Last week, Singaporean property fund manager Mapletree finalised the purchase of 36 hectares of industrial land on Brisbane’s outskirts in a deal worth $90.7 million.
The site, which was sold by Brisbane-based developer Pointcorp, will now form part of the proposed $1.5 billion, 157-hectare Crestmead Logistics Estate, located on the corner of Green and Clarke Road south of the Logan Motorway corridor in Brisbane.
The site for the nine-stage estate, which is mooted to deliver 650,000sq m of warehousing, business, logistics and manufacturing buildings, was amalgamated over a five-year period by Pointcorp.
According to a recent report by Colliers International, Brisbane’s industrial sale and leaseback transactions have continued to strengthen throughout the pandemic, reaching $272 million between January and September 2020.
“Industrial assets in the Greater Brisbane region have consolidated as a defensive and mainstream investment during the pandemic,” Colliers International associate director of research Karina Salas said.
“Over the past 10 years to December 2019, industrial sales volumes comprised an average of 21 per cent of the volume of commercial property sales within the region.
“Over the past three quarters to September 2020, this contribution has increased to 63 per cent, driven by its appeal as a defensive asset class during the pandemic.”

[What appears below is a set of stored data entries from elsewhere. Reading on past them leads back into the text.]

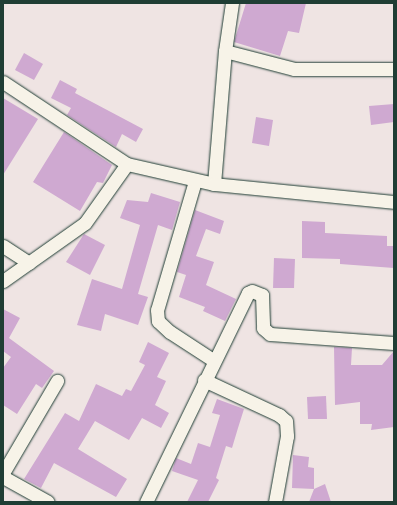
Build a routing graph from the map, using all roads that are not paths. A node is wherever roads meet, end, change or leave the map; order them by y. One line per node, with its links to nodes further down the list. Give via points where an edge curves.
1 (232, 3): 2 (street)
2 (225, 51): 3 (street, via 294,69); 7 (street)
3 (394, 69)
4 (3, 82): 5 (street)
5 (127, 164): 6 (street); 10 (street, via 85,222)
6 (195, 181): 7 (street); 13 (street, via 157,310 158,321)
7 (214, 184): 8 (street)
8 (394, 202)
9 (3, 246): 10 (street)
10 (29, 263): 11 (street)
11 (3, 282)
12 (394, 343): 13 (street, via 270,334 263,328 262,295 252,291)
13 (212, 360): 14 (street)
14 (204, 380): 19 (street); 20 (street, via 279,415 286,422 287,436)
15 (57, 381): 16 (street)
16 (3, 473)
17 (3, 477): 18 (street)
18 (48, 502)
19 (146, 502)
20 (275, 502)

Last month, Mapletree secured 55,000sq m of space at the Acacia Ridge distribution centre on Bradman Street, which was sold on a sharp 5 per cent yield by Blackstone for $114 million.
The Acacia Ridge Business Park lies within an established industrial precinct, about 13 kilometres south of the Brisbane CBD, and was previously known as the Fox Road Industrial Estate.
One of the key factors in favour of the Acacia Ridge precinct, according to Mapletree, was its existing transport infrastructure, but also connectivity to forthcoming projects, especially the inland freight rail connecting Melbourne and Brisbane.
Also bolstering investment has been the delivery of Brisbane Airport’s second runway and improvement works to the Port of Brisbane.
The Acacia Ridge deal follows Blackstone’s divestment of another 18-hectare site within the same industrial park to ESR for $90 million in early October.
Stockland and joint venture partner Fife Group also moved to secure a 21.25-hectare industrial development site in Brisbane’s south for $41.5 million.
Also in Brisbane, an industrial asset at 37 Gravel Pit Road in Darra was acquired following a capital raising by Trilogy Funds Management, which saw investors put $18 million into the Trilogy Industrial Property Trust within one week.
Trilogy’s latest Darra purchase, 17.6 kilometres south-west of Brisbane city, marks the trust’s first industrial property purchase in Brisbane, taking the total value of its property portfolio to almost $70 million across seven properties.
Earlier this year, Mapletree Logistics Trust snapped up a newly-built A-grade logistics facility at 114 Rudd Street, Inala for $21.25 million.
The warehouse, completed at the beginning of the year, will be taken by Decina Bathroomware after agreeing to a 10-year lease.
Last year, Australia’s most successful logistics real estate player, Goodman Group, completed the largest parcel facility and delivery centre in the southern hemisphere for Australia Post.
Covering almost 10 football fields at Goodman’s Redbank Motorway Estate in the City of Ipswich, Queensland, Australia Post signed a 15-year lease on the 13.5-hectare site and invested more than $200 million in the new hub.